„Gavroche“ – eine Einleitung

Die Erzählung „Gavroche“ mit dem Untertitel: „Die Geschichte eines Pariser Jungen 1832“ wurde aus einzelnen Episoden von „Les Misérables“ zusammengestellt und als Kinder- und Jugendbuch veröffentlicht.

Gavroche- Erzählung aus Les Misérables (1862)

Victor Hugo, der „französische Viktorianer“, schrieb 17 Jahre an „Les Misérables“, die meiste Zeit im Exil auf der britischen Kanalinsel Guernsey. 1845 begann Hugo sein fünfbändiges Werk „Les Misérables“, 1862 wurde der Roman veröffentlicht.

(Blick auf die Rousse-Bucht, Guernsey, Foto Pixabay)

„Gavroche“ – zum Inhalt

Es ist das Jahr 1832, das Jahr der Arbeiteraufstände in Paris. Seit der Französischen Revolution von 1789 (bis 1799) hat sich an der Not der armen Bevölkerung nicht viel verbessert. Hunger und Elend herrschen nach wie vor in den Straßen von Paris. Dort, unter den Elenden, Kranken, Hungernden, Bettlern und Ganoven, lebt Gavroche. Der elfjährige Junge ist obdachlos, denn seine heruntergekommenen Eltern, die Thénardiers, haben ihn verstoßen.

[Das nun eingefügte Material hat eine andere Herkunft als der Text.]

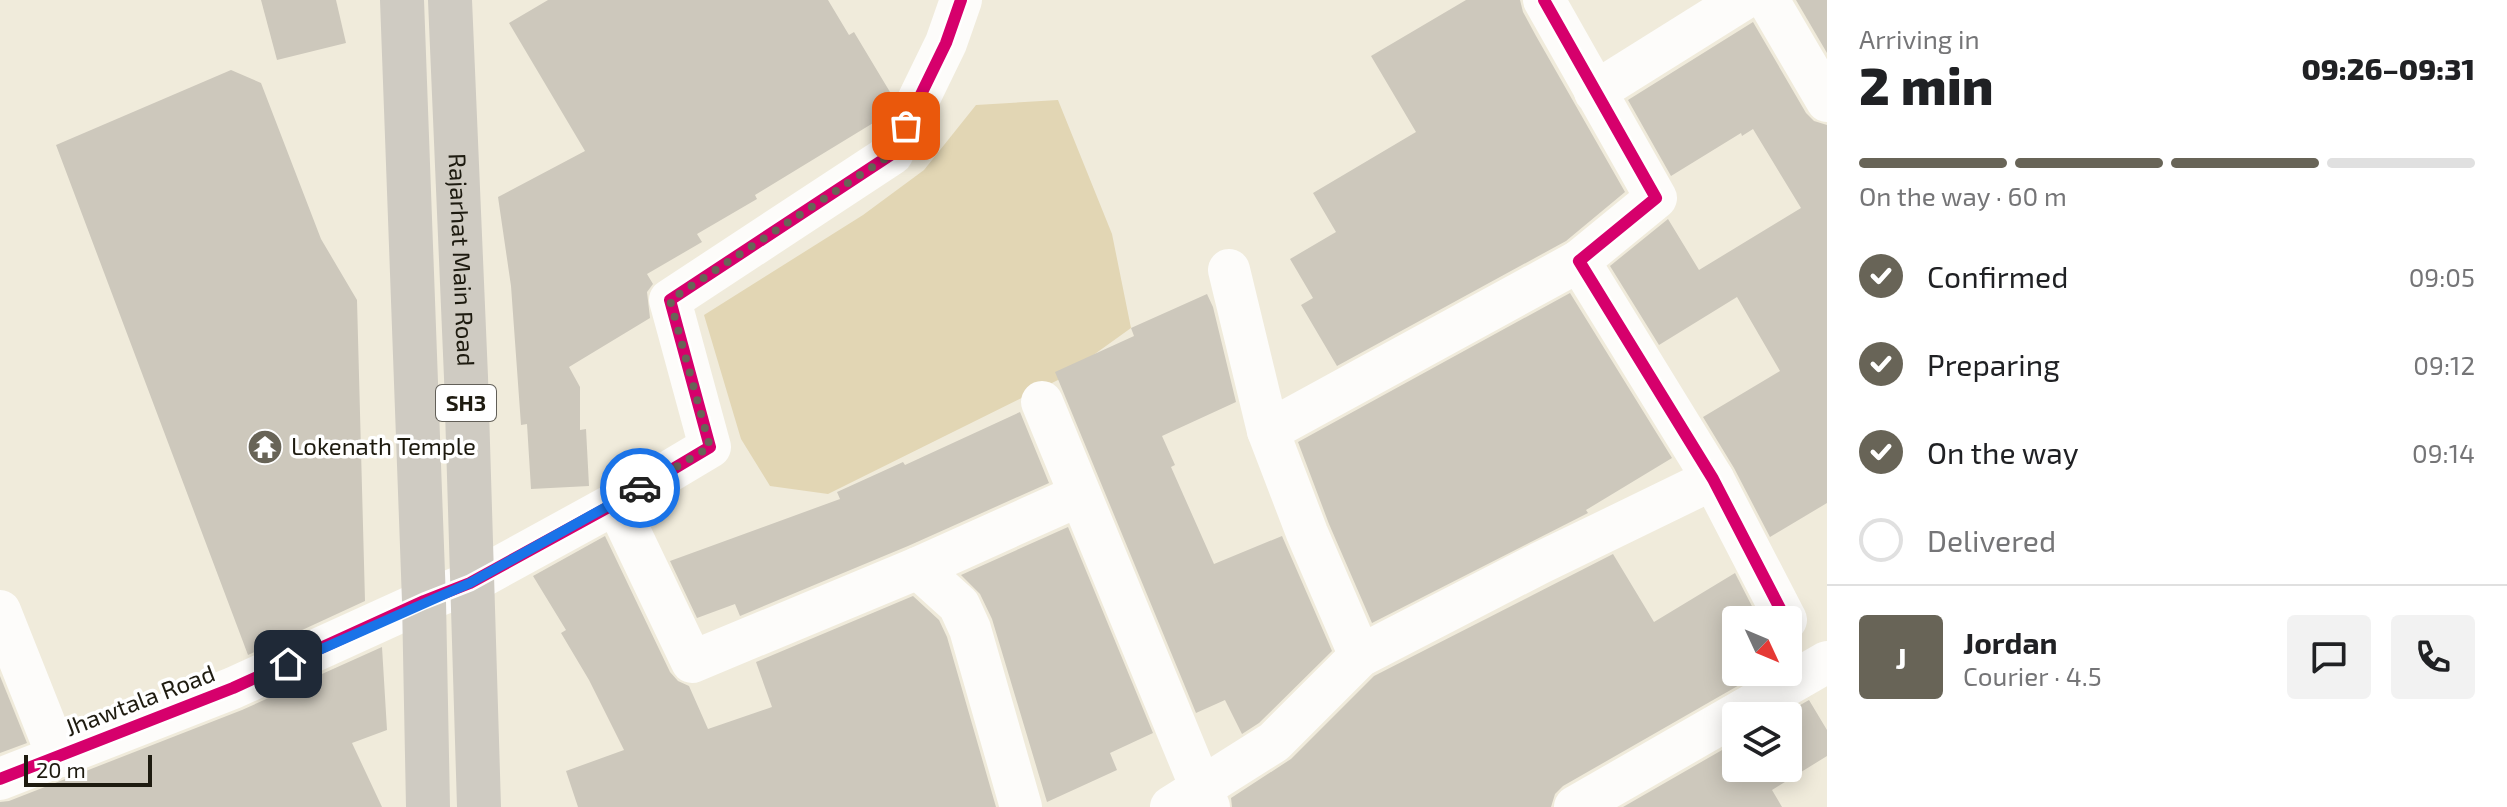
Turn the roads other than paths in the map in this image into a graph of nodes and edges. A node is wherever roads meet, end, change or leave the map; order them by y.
1 (402, 0) edge
2 (450, 0) edge
3 (961, 0) edge
4 (1544, 0) edge
5 (1742, 0) edge
6 (1768, 0) edge
7 (1595, 92) junction
8 (1827, 101) edge
9 (1579, 261) junction
10 (1229, 270) dead end
11 (1042, 402) dead end
12 (1268, 431) junction
13 (1713, 479) junction
14 (1080, 495) junction
15 (616, 503) junction
16 (918, 568) junction
17 (470, 583) junction
18 (424, 601) junction
19 (1779, 606) edge
20 (0, 611) edge
21 (1802, 645) edge
22 (1360, 656) junction
23 (1822, 676) edge
24 (58, 757) junction
25 (0, 779) edge
26 (1194, 801) edge
27 (428, 807) edge
28 (479, 807) edge
29 (1021, 807) edge
30 (1575, 807) edge

1 - 18 main road, Rajarhat Main Road / SH3
2 - 17 main road, Rajarhat Main Road / SH3
3 - 15 street, Jhawtala Road
4 - 7 street
5 - 7 street
6 - 8 street
7 - 9 street
9 - 12 street
9 - 13 street
10 - 12 street
11 - 14 street
12 - 22 street
13 - 19 street
13 - 22 street
14 - 16 street
14 - 26 street
15 - 16 street
15 - 17 street, Jhawtala Road
16 - 29 street
17 - 18 street, Jhawtala Road
17 - 28 main road, Rajarhat Main Road / SH3
18 - 24 street, Jhawtala Road
18 - 27 main road, Rajarhat Main Road / SH3
20 - 24 street
21 - 23 street
22 - 26 street
23 - 30 street
24 - 25 street, Jhawtala Road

„Er trug eine Männerhose und die Unterjacke einer Frau. Irgendwelche Leute hatten ihm die Sachen aus Mitleid geschenkt. […] sein Vater hatte ihn vergessen, und seine Mutter mochte ihn nicht leiden. Er war eines jener erbarmungswürdigen Kinder, die Vater und Mutter haben und trotzdem Waisen sind.“

Seite 5 aus: Victor Hugo, „Gavroche“ (Les Misérables), 159 Seiten (mit Nachwort und Anhang), erschienen 1982 im Elefanten-Press-Verlag, West-Berlin, siehe unten.

Ein trauriges Schicksal, doch Gavroche mag sein freies Leben in den Gassen von Paris, er kennt es nicht anders. Immer hat er ein lästerliches Liedchen auf den Lippen, ist um Schimpfworte oder Respektlosigkeiten im schönsten Argot (französische Gaunersprache, vgl. unser Rotwelsch) nicht verlegen.

Schutz vor Regen und Kälte findet er in einem baufälligen Konstrukt aus Holz und Gips: dem Elefanten auf dem Platz der Bastille. Sein Essen verdient er sich mit kleinen Gaunereien oder er klaut oder bettelt es sich zusammen.

Ihr seht, Gavroche ist mit allen Wassern gewaschen und weiß sich zu helfen. Trotzdem muss auch Gavroche oft hungern, die Zeiten sind erbärmlich. Sein gutes Herz hat er dennoch nicht verloren, er hilft, wo es nötig ist – ein französischer Robin Hood in Miniatur-Ausgabe mit großem Gerechtigkeitssinn.

Seinen kleinen Brüdern bietet er Unterschlupf (ohne zu wissen, wer sie sind), seinen kriminellen Vater rettet er bei dessen Flucht aus dem Gefängnis, dem alten Vater Mabeuf lässt er eine gestohlene Geldbörse zukommen (eigentlich wollte er ja die Äpfel des Alten stehlen!). Die Barrikadenkämpfer unterstützt er beim Widerstand gegen die Nationalgarde, oh, da ist Gavroche einer der Tapfersten und ganz vorn mit dabei – nicht ohne Folgen…

„Gavroche“ – über den Autor

Der französische Schriftsteller Victor Marie Hugo, geboren 1802 als Offizierssohn in Besançon, gestorben 1885 in Paris als Nationalheld, setzte sich zeitlebens gegen die sozialen Missstände in seinem Heimatland ein.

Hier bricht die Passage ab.